Ce mardi, c'est le réalisateur et journaliste Edouard Bergeon qui passait le Grand Oral des GG. Son film, Au nom de la terre, sort ce mercredi sur les écrans.

C'est un film hommage qu'a réalisé Edouard Bergeon. Hommage à son père agriculteur, qui a largement inspiré l'histoire du long métrage Au nom de la terre, qui sort le 25 septembre sur les écrans. Un père qui s'effondre peu à peu sous les dettes et s'enfonce dans la dépression.

Dans ce film Edouard Bergeon veut raconter le système qui broie les agriculteurs et retrace "une petite histoire agricole qui raconte la France agricole".

Le réalisateur dénonce un système productiviste obsolète, qui isole les agriculteurs: "Je raconte comment un système coopératif, banquier vous pousse à investir dans votre bâtiment et derrière, on vous apporte des animaux, des aliments et puis on vous reprend tout. Et la variable d'ajustement dans ce système, c'est l'humain".

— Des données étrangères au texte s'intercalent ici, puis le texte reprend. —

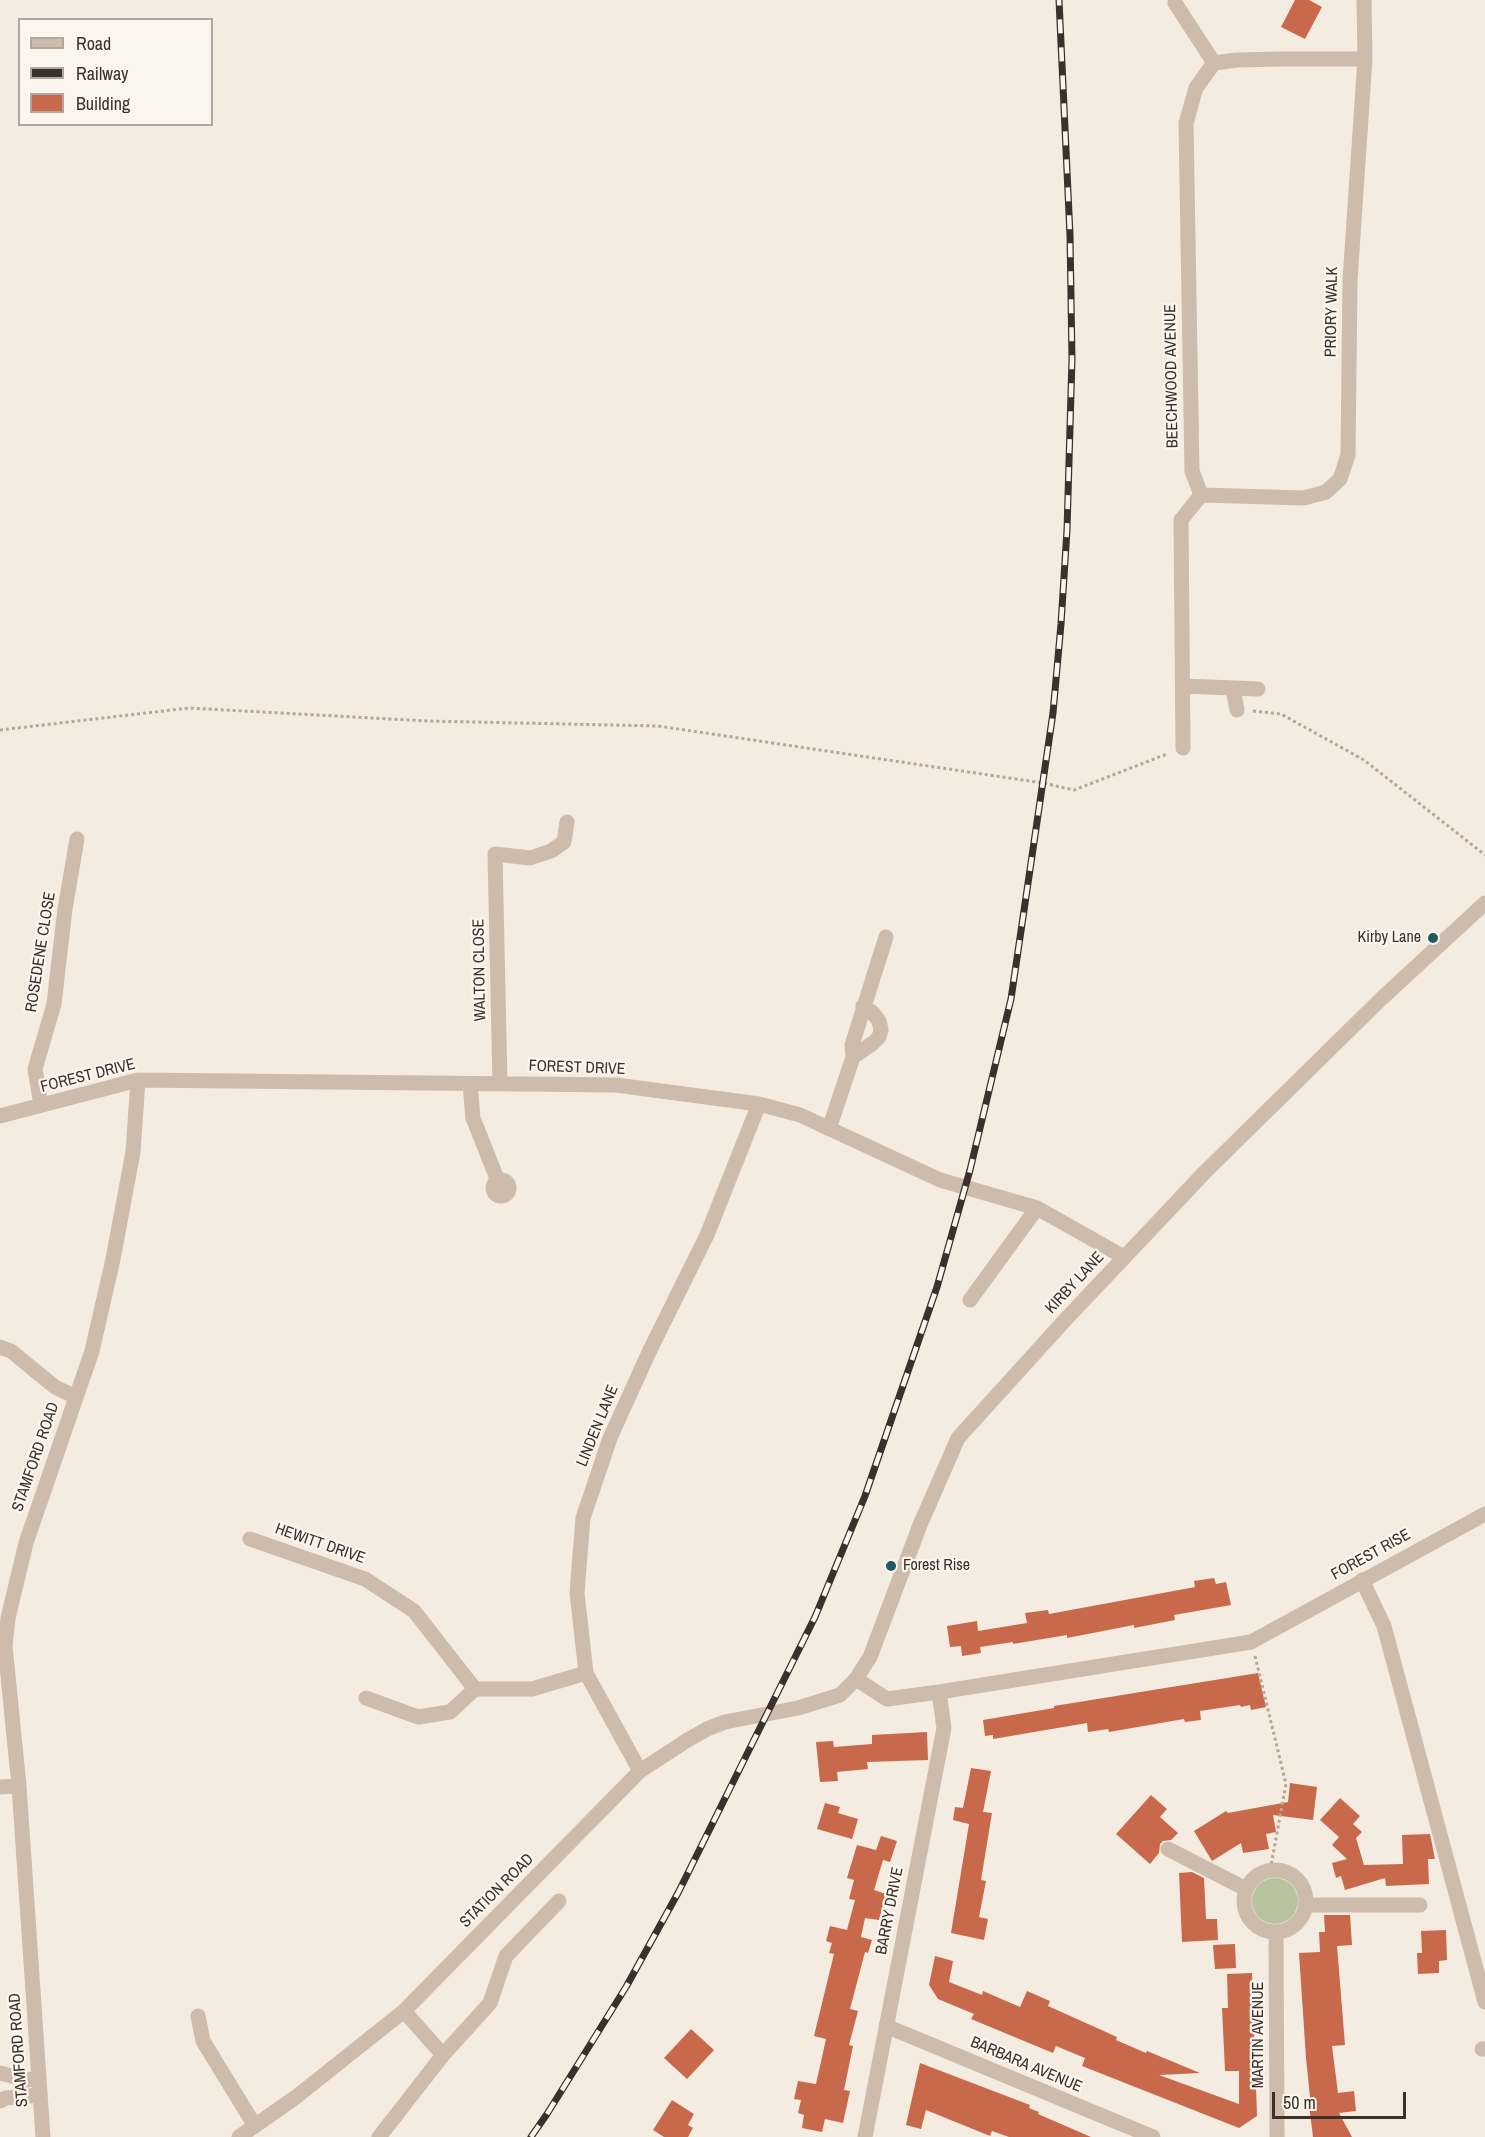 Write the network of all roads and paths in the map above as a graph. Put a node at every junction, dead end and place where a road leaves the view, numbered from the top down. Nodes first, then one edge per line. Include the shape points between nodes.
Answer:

"Il faut que le système change"

Edouard Bergeon appelle à un changement de système: "Il faut que le système change, même dans les enseignements. On est toujours sur le même modèle de cogestion dans un microcosme, avec de gros lobbies derrière".

Un changement de fonctionnement dont doivent aussi s'emparer les consommateurs:

"Si le consommateur veut acheter peu cher ses aliments, c'est un choix de société. La nourriture représente 11-12% du panier des consommateurs et personne n'a de problème pour acheter des smartphones. Sauf que notre assiette, c'est notre santé. Demain, une personne sur trois sera atteinte d'un cancer".

Et de dénoncer une forme d'"agribashing": "Aujourd'hui, on veut clouer les agriculteurs au pilori. Les aides de Bruxelles sont des aides compensatoires. Les matières agricoles ne sont pas payées plus cher qu'il y a 40 ans. Le lait vaut le même prix qu'à la fin des années 70, c'est quand même dingue".